The Ultimate Interview Attire Guide for Women and Men

The Ultimate Interview Attire Guide for Women and Men

Note to Self: Don't wear that "Adios Bitchachos" t-shirt you got for your birthday to the interview.


Preparing for your first, second,— one thousandth interview can be nerve-wracking— You don’t know the exact questions your interviewers are planning on asking you, your palms keep sweating to the point where you keep wiping it off on your pants before you shake the interviewer’s hand… you get the point. So you check your already perfect ponytail in the mirror for the hundredth time as you clutch nervously onto the set of flashcards you’ve prepared just in case.

Never fear darlings, I’ve prepared a guide for you on how to dress properly for interviews.

Let me first start off by saying that an interview outfit should not be too complicated or distracting to the eye. Three key words to keep in mind when dressing for interviews are elegant, simple, and professional. You want to appear in front of your interviewers as someone capable, intelligent, organized, and focused. If you’re female, an easy way to appear this way is to find a solid-colored dress and pair it with a matching waist belt- as shown below.

As you can see here, accessories are limited to two as she dons a coordinating handbag and heels.

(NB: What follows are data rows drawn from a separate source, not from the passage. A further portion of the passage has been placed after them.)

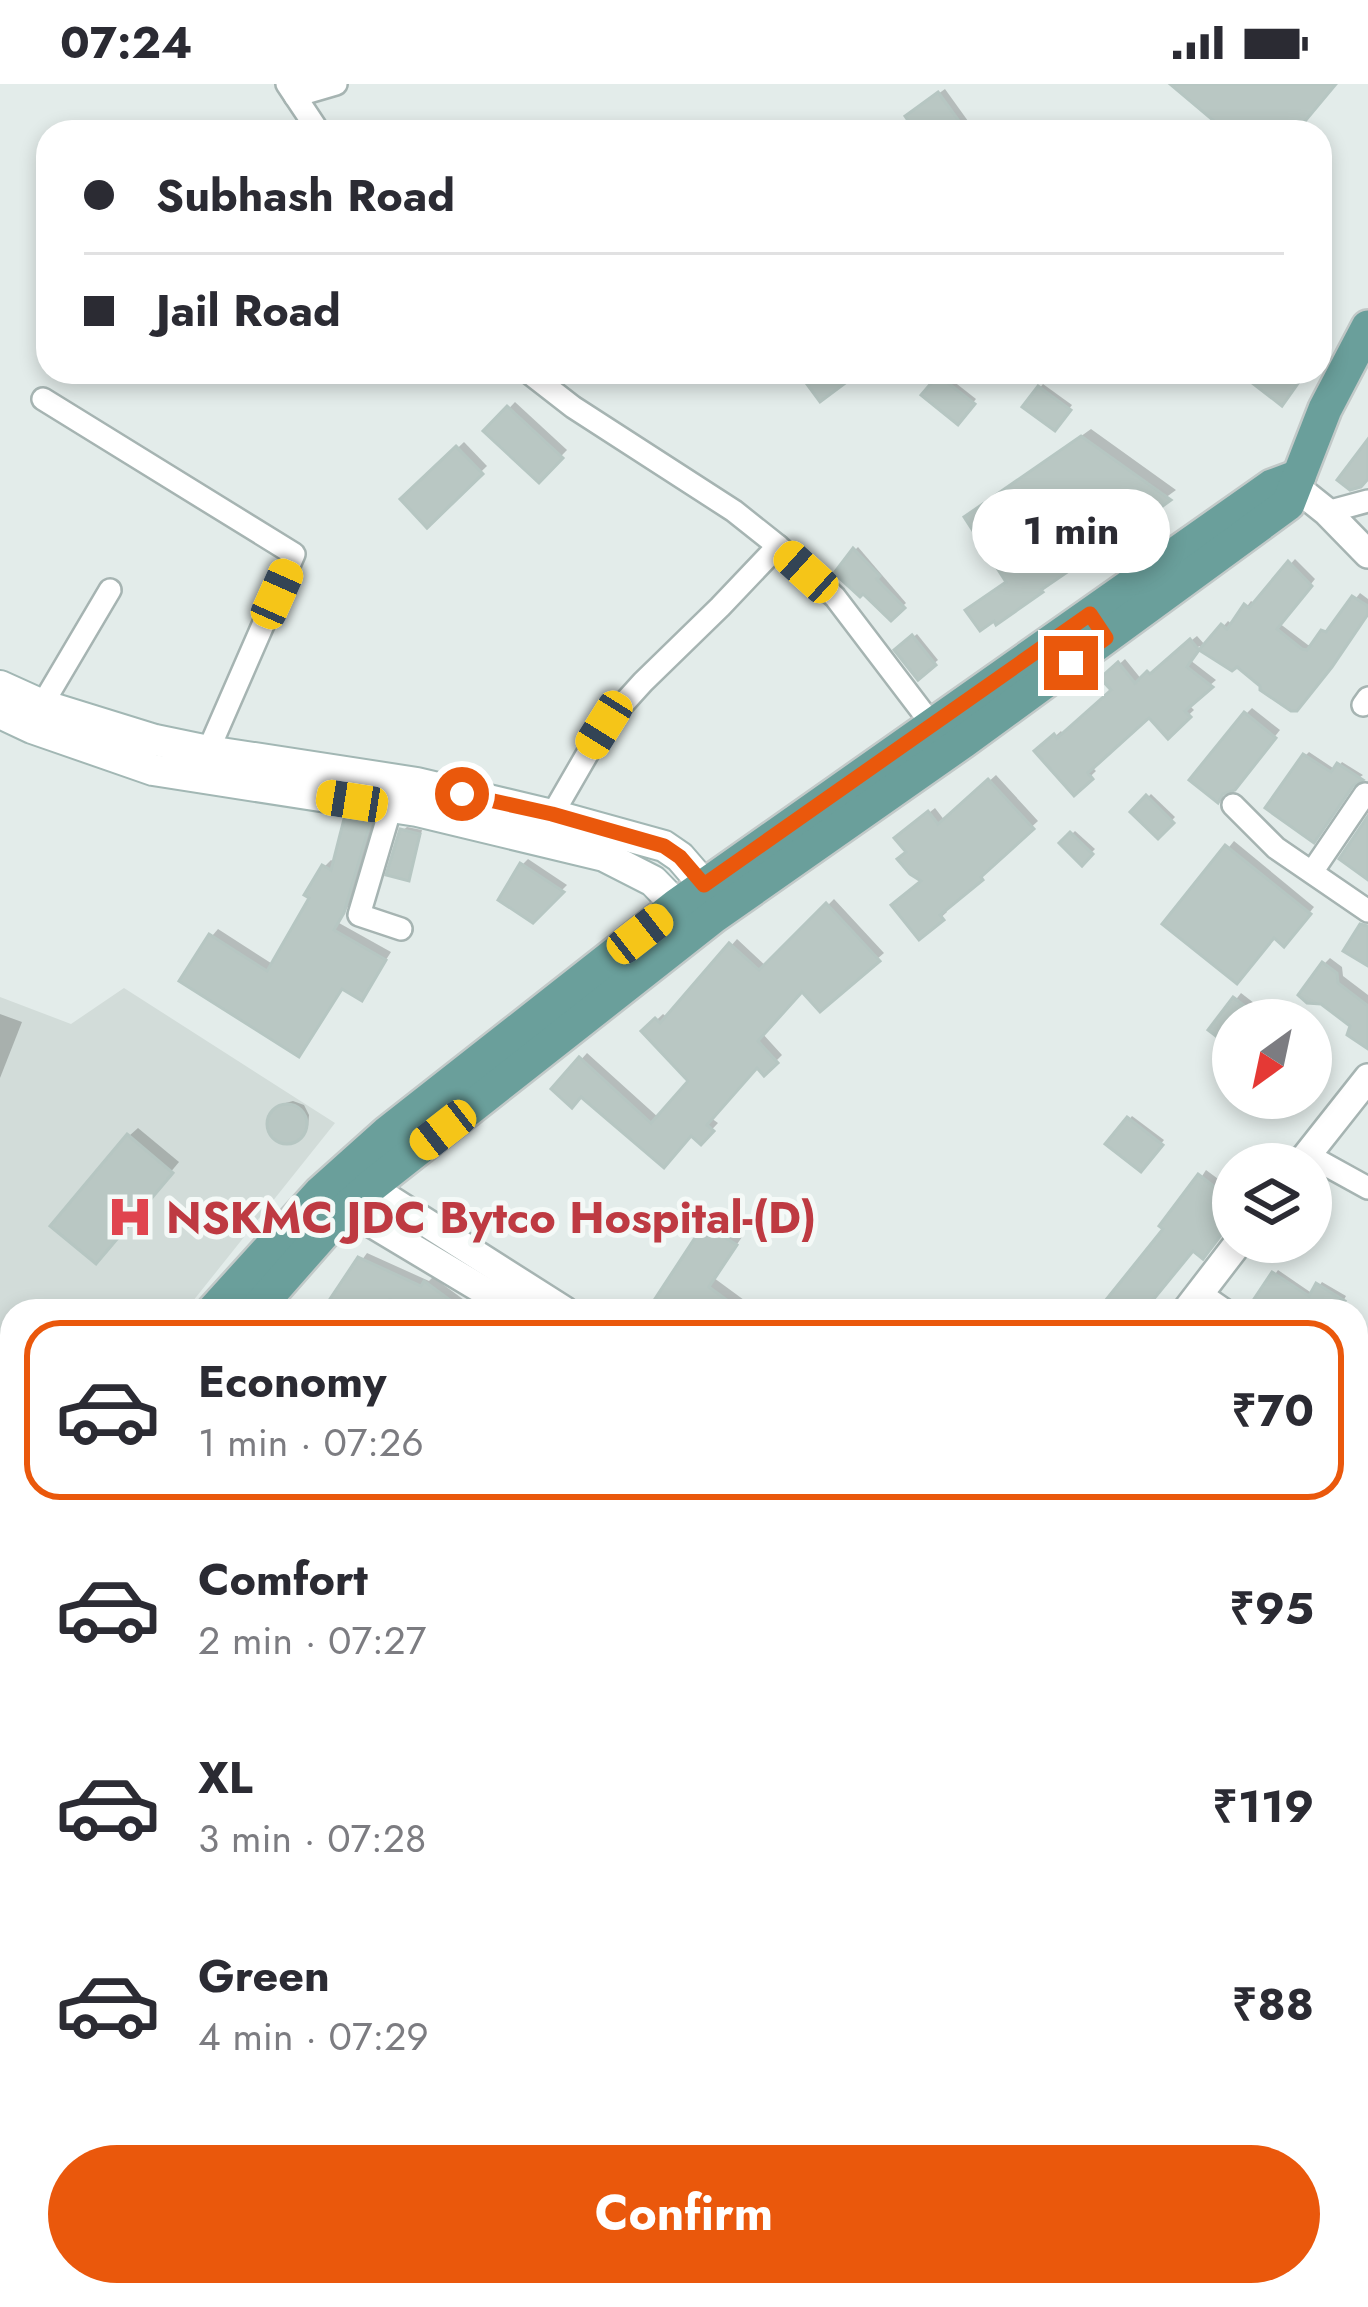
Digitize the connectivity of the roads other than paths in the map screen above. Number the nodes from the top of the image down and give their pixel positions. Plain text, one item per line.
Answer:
1 (336, 84) edge
2 (291, 90) edge
3 (311, 120) edge
4 (1368, 327) edge
5 (544, 384) edge
6 (43, 399) dead end
7 (1293, 481) junction
8 (1368, 501) edge
9 (1327, 512) junction
10 (778, 546) junction
11 (1368, 554) edge
12 (110, 590) dead end
13 (0, 686) edge
14 (42, 705) junction
15 (0, 713) edge
16 (941, 738) junction
17 (208, 751) junction
18 (1365, 794) dead end
19 (1233, 805) dead end
20 (391, 807) junction
21 (552, 814) junction
22 (1312, 872) junction
23 (701, 907) junction
24 (1368, 911) edge
25 (401, 929) dead end
26 (1368, 1078) edge
27 (1317, 1143) edge
28 (1332, 1172) edge
29 (1368, 1188) edge
30 (345, 1190) junction
31 (1223, 1263) edge
32 (225, 1299) edge
33 (269, 1299) edge
34 (499, 1299) edge
35 (543, 1299) edge
36 (1195, 1299) edge

1 - 2 street
2 - 3 street
4 - 7 main road
5 - 10 street
6 - 17 street
7 - 9 street
7 - 16 main road
8 - 9 street
9 - 11 street
10 - 16 street
10 - 21 street
12 - 14 street
13 - 14 main road
14 - 17 main road
15 - 20 main road
16 - 23 main road
17 - 21 main road
18 - 22 street
19 - 22 street
20 - 23 main road
20 - 25 street
21 - 23 main road
22 - 24 street
23 - 30 main road
26 - 27 street
28 - 29 street
30 - 32 main road
30 - 33 main road
30 - 34 street
30 - 35 street
31 - 36 street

Or if your dress is already structured and form fitting enough, just forget the belt and rock it belt-free.

A blouse or light cardigan paired with a pencil skirt is a very elegant ensemble to wear to an interview too. I would definitely recommend investing in a clutch if you can afford it. In my opinion, they make your outfits appear high-class and sophisticated.

Or if you don’t want to wear a dress or a skirt, a pantsuit works just fine. Maybe even better too.

If you don’t own a pantsuit, pair a trendy blazer with dark-colored pants.

For extra warmth on chiller days, layer up with vests and undershirts.

Clothes You Should Avoid

1. Anything too revealing. Cleavage, backs, and midriffs are completely UNACCEPTABLE. One look of this ridiculous outfit and off you go.

2. TOO HIGH high-heels

For me, I like to be on the safe side by keeping my heels to a maximum of 2.5 inches when dressing for an interview. Of course, this is just my opinion. If you think you can stroll around in six inches stilettos— hey, no one’s stopping you. Just remember that unless you’re planning on applying for a job that requires you to strut on the catwalk in sky-high heels, nothing is more embarrassing then falling flat on your face in front of your interviewers.

3. Too casual clothes

Please, do yourself a favor and keep your converse sneakers and jeans at home when you’re interviewing for a job/internship/school. Companies are looking to hire ADULTS, not some lackadaisical teenager strolling off to work late with a Starbucks pumpkin spice latte in hand. No offense to you if you are a teenager though— just keep in mind that it’s not your age that matters the most, it’s your attitude and how you present yourself to others.

Again, AVOID JEANS!!!!!!!!

4. Cocktail dresses

I can understand the temptation to wear these miniature dresses— they’re cute, sexy, and have a slimming effect (cause they’re usually black-colored). However, they are not appropriate attires for interviews.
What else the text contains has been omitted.